Instructions for the task: Look through the lines below for the word "numbered", and copy every line that has it.

Data provided:

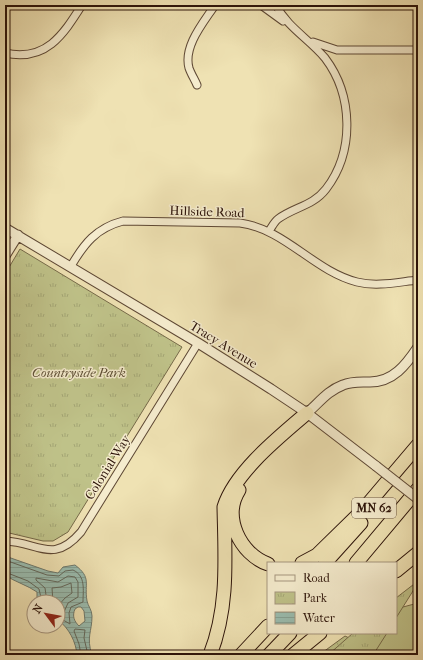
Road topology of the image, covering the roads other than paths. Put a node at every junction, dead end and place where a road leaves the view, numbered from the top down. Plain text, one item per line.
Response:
1 (82, 5) edge
2 (215, 5) edge
3 (261, 5) edge
4 (276, 5) edge
5 (299, 33) junction
6 (418, 50) edge
7 (5, 53) edge
8 (198, 85) dead end
9 (5, 228) edge
10 (269, 231) junction
11 (18, 235) junction
12 (5, 256) edge
13 (71, 266) junction
14 (418, 280) edge
15 (198, 343) junction
16 (418, 348) edge
17 (307, 413) junction
18 (418, 445) edge
19 (418, 449) edge
20 (418, 489) edge
21 (418, 499) edge
22 (5, 542) edge
23 (418, 553) edge
24 (304, 562) edge
25 (326, 562) edge
26 (357, 562) edge
27 (267, 563) edge
28 (397, 570) edge
29 (267, 627) edge
30 (289, 634) edge
31 (319, 634) edge
32 (210, 655) edge
33 (241, 655) edge
34 (270, 655) edge
35 (293, 655) edge

1 - 7 street
2 - 8 street
3 - 5 street
4 - 5 street
5 - 6 street
5 - 10 street
9 - 11 street, Tracy Avenue
10 - 13 street, Hillside Road
10 - 14 street, Hillside Road
11 - 12 street
11 - 13 street, Tracy Avenue
13 - 15 street, Tracy Avenue
15 - 17 street, Tracy Avenue
15 - 22 street, Colonial Way
16 - 17 street
17 - 21 street, Tracy Avenue, bridge
17 - 27 highway
17 - 32 highway
18 - 24 highway
19 - 25 highway, MN 62
20 - 26 highway, MN 62
23 - 28 highway
29 - 33 highway
30 - 34 highway
31 - 35 highway

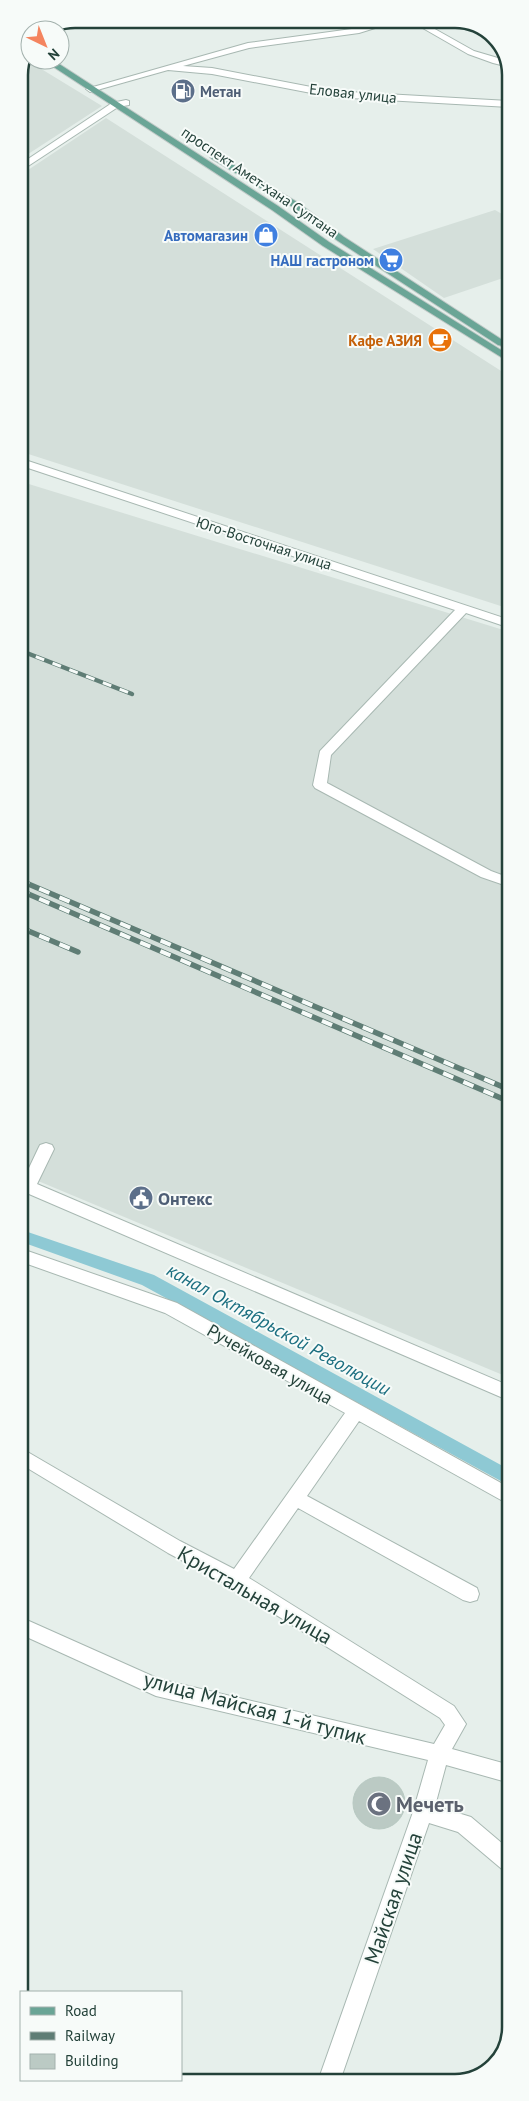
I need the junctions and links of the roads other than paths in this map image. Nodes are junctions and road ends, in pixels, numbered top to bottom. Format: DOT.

Result of this task:
Road topology of the image, covering the roads other than paths. Put a node at every junction, dead end and place where a road leaves the view, numbered from the top down. Plain text, one item per line.
I need the junctions and links of the roads other than paths in this map image. Nodes are junctions and road ends, in pixels, numbered top to bottom. Format: DOT.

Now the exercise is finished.